EXERCISE DETAILS: Without including any picture, write out the entries exactly as they stand.

Stored items from a collection:
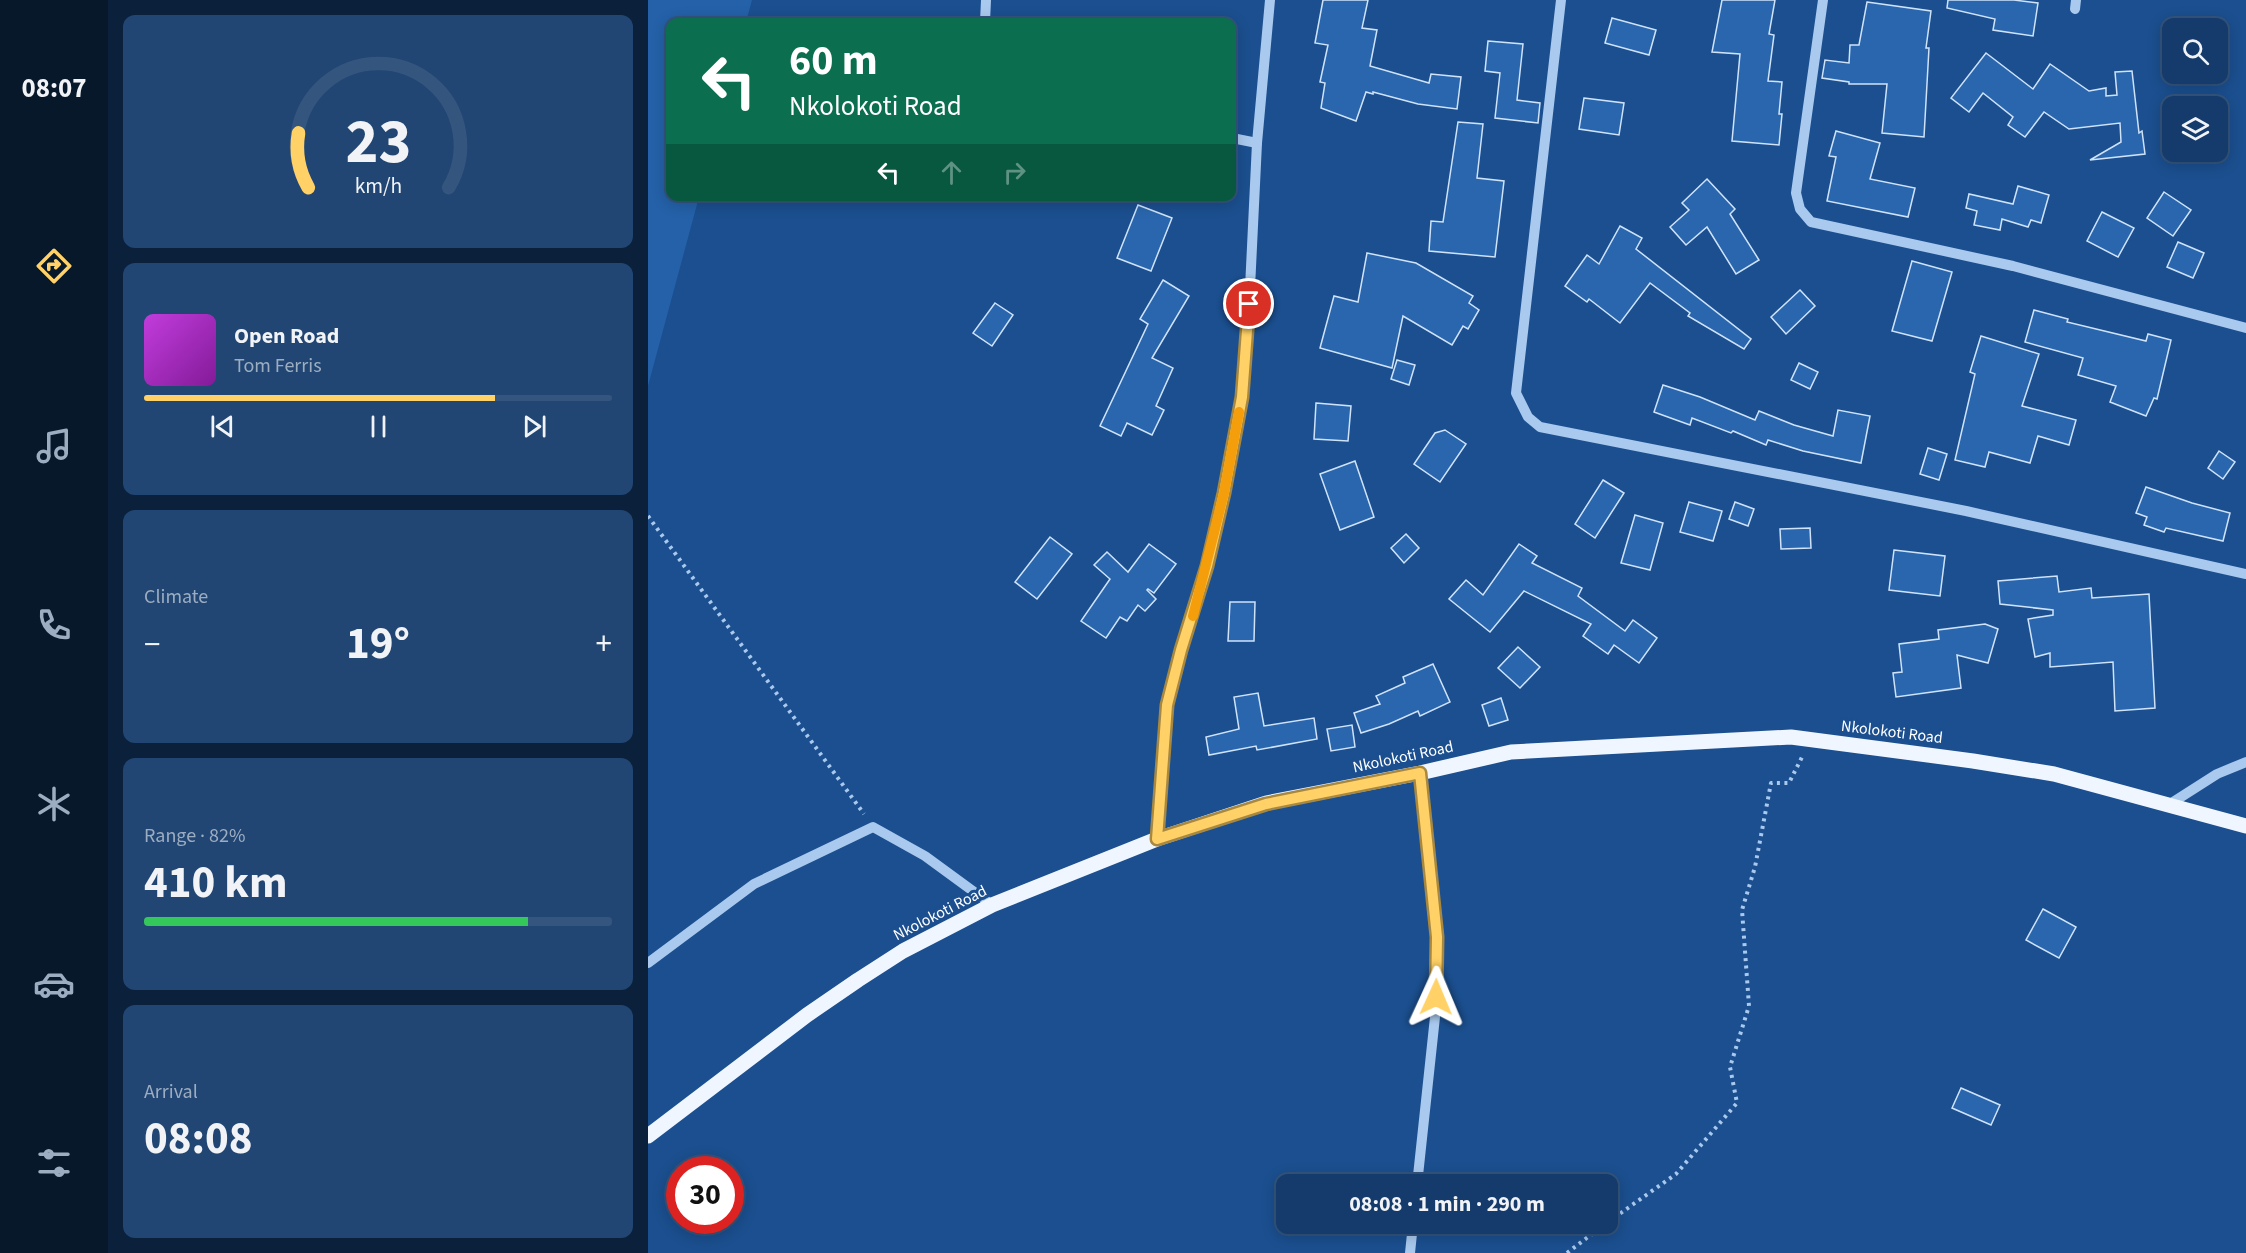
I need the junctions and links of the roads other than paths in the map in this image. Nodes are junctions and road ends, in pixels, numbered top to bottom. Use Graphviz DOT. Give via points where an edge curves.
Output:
graph roads {
  1 [pos="986,0"];
  2 [pos="1270,0"];
  3 [pos="1561,0"];
  4 [pos="1823,0"];
  5 [pos="985,18"];
  6 [pos="1236,139"];
  7 [pos="1257,142"];
  8 [pos="2246,328"];
  9 [pos="2246,574"];
  10 [pos="2246,762"];
  11 [pos="1420,773"];
  12 [pos="2170,804"];
  13 [pos="2246,826"];
  14 [pos="1157,839"];
  15 [pos="992,905"];
  16 [pos="648,963"];
  17 [pos="648,1136"];
  18 [pos="1418,1174"];
  19 [pos="1412,1234"];
  20 [pos="1410,1253"];
  1 -- 5 [label="street"];
  2 -- 7 [label="street"];
  3 -- 9 [label="street" via="1516,393 1534,422 1540,427 1966,511"];
  4 -- 8 [label="street" via="1796,193 1800,210 1811,222 2013,267"];
  6 -- 7 [label="street"];
  7 -- 14 [label="street" via="1242,397 1207,566 1167,705"];
  10 -- 12 [label="street" via="2217,774"];
  11 -- 12 [label="main road, Nkolokoti Road" via="1511,752 1791,737 2054,774"];
  11 -- 14 [label="main road, Nkolokoti Road" via="1266,804"];
  11 -- 18 [label="street" via="1437,937 1435,1017"];
  12 -- 13 [label="main road, Nkolokoti Road"];
  14 -- 15 [label="main road, Nkolokoti Road"];
  15 -- 16 [label="street" via="925,856 873,827 754,884"];
  15 -- 17 [label="main road, Nkolokoti Road" via="903,951 858,980"];
  19 -- 20 [label="street"];
}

SOLUTION:
I need the junctions and links of the roads other than paths in the map in this image. Nodes are junctions and road ends, in pixels, numbered top to bottom. Use Graphviz DOT. Give via points where an edge curves.
Output:
graph roads {
  1 [pos="986,0"];
  2 [pos="1270,0"];
  3 [pos="1561,0"];
  4 [pos="1823,0"];
  5 [pos="985,18"];
  6 [pos="1236,139"];
  7 [pos="1257,142"];
  8 [pos="2246,328"];
  9 [pos="2246,574"];
  10 [pos="2246,762"];
  11 [pos="1420,773"];
  12 [pos="2170,804"];
  13 [pos="2246,826"];
  14 [pos="1157,839"];
  15 [pos="992,905"];
  16 [pos="648,963"];
  17 [pos="648,1136"];
  18 [pos="1418,1174"];
  19 [pos="1412,1234"];
  20 [pos="1410,1253"];
  1 -- 5 [label="street"];
  2 -- 7 [label="street"];
  3 -- 9 [label="street" via="1516,393 1534,422 1540,427 1966,511"];
  4 -- 8 [label="street" via="1796,193 1800,210 1811,222 2013,267"];
  6 -- 7 [label="street"];
  7 -- 14 [label="street" via="1242,397 1207,566 1167,705"];
  10 -- 12 [label="street" via="2217,774"];
  11 -- 12 [label="main road, Nkolokoti Road" via="1511,752 1791,737 2054,774"];
  11 -- 14 [label="main road, Nkolokoti Road" via="1266,804"];
  11 -- 18 [label="street" via="1437,937 1435,1017"];
  12 -- 13 [label="main road, Nkolokoti Road"];
  14 -- 15 [label="main road, Nkolokoti Road"];
  15 -- 16 [label="street" via="925,856 873,827 754,884"];
  15 -- 17 [label="main road, Nkolokoti Road" via="903,951 858,980"];
  19 -- 20 [label="street"];
}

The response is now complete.